Massa bahkan memboikot jalur produksi nikel PT Harita Group, mulai pukul 10.20 WIT sampai pukul 18.13 WIT.

Sempat terjadi gesekan antara warga dengan aparat keamanan TNI-Polri saat Direktur Wahana Lingkungan Hidup (WALHI) Maluku Utara sedang bernegosiasi mengenai tuntutan warga. Situasi pun kembali kondusif begitu aparat menarik diri.

Nurhayati Nanlesi, salah satu warga menyebutkan, kesepakatan yang dibuat bersama Harita adalah Desa Kawasi harus menikmati sumber air bersih dan listrik.

Kesepakatan tertulis itu bahkan telah dibubuhi tanda tangan oleh tokoh agama, tokoh masyarakat, dan pimpinan site PT Harita Group.

Warga Kawasi didominasi kaum ibu saat menggelar aksi tuntutan air bersih dan listrik di PT Harita Group.(Foto: WALHI Maluku Utara)

Manager Advokasi Tambang Mubalik Tomagola mengatakan, warga Kawasi selama ini hidup dalam ancaman krisis ekologis dan sosial akibat aktivitas industri ekstraktif di wilayah Obi.

“Air bersih yang seharusnya menjadi kebutuhan dasar justru hilang karena aktivitas perusahaan.
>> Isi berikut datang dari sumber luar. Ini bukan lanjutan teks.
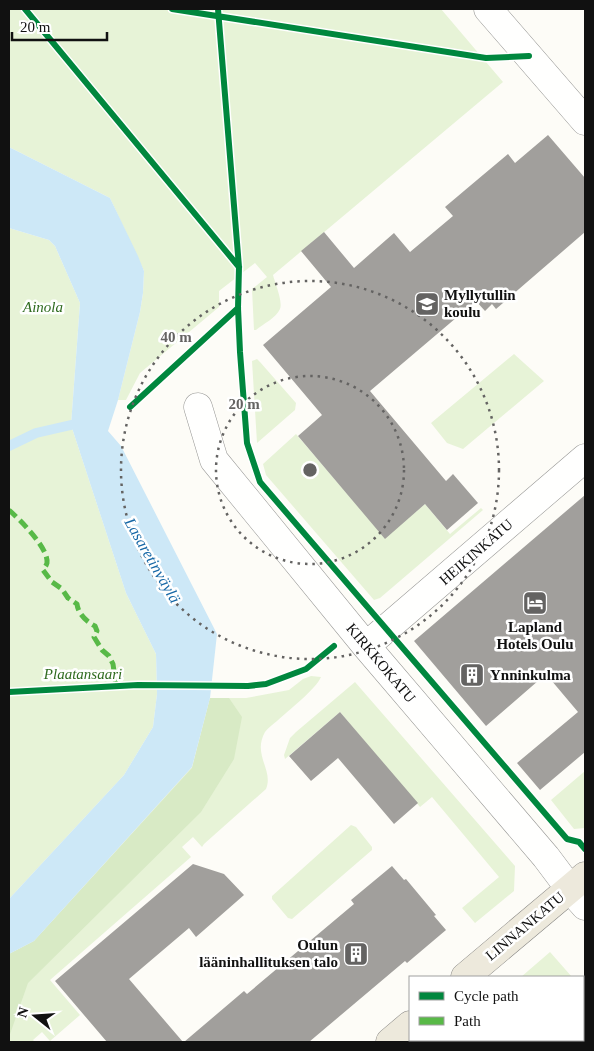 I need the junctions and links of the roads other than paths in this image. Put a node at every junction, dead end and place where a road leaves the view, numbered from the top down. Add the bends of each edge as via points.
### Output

Padahal air bersih yang menjadi tanggung jawab perusahaan hanyalah greenwashing di mata publik dan mata IRMA (Initiative for Responsible Mining Assurance),” ujar Mubalik.

Ia menegaskan bahwa tindakan intimidasi dan upaya kriminalisasi terhadap WALHI tidak akan meredamkan perjuangan masyarakat Kawasi untuk mendapatkan hak-hak mereka.

“Kami mengecam keras tindakan represif yang dilakukan aparat. Pejuang lingkungan bukan penjahat, kami hadir untuk memastikan masyarakat tidak diperlakukan sewenang-wenang,” tegasnya.

Jika aparat terus bertindak dengan cara seperti ini, lanjut dia, maka jelas ada upaya pembungkaman terhadap perjuangan warga.

Sanusi Samsir salah satu warga Kawasi dalam orasinya mengungkapkan bahwa masyarakat sudah terlalu lama bersabar dengan ulah PT Harita Group.

Ia menilai perusahaan hanya menampilkan narasi kemajuan tanpa pernah memperhatikan dampak terhadap warga Kawasi.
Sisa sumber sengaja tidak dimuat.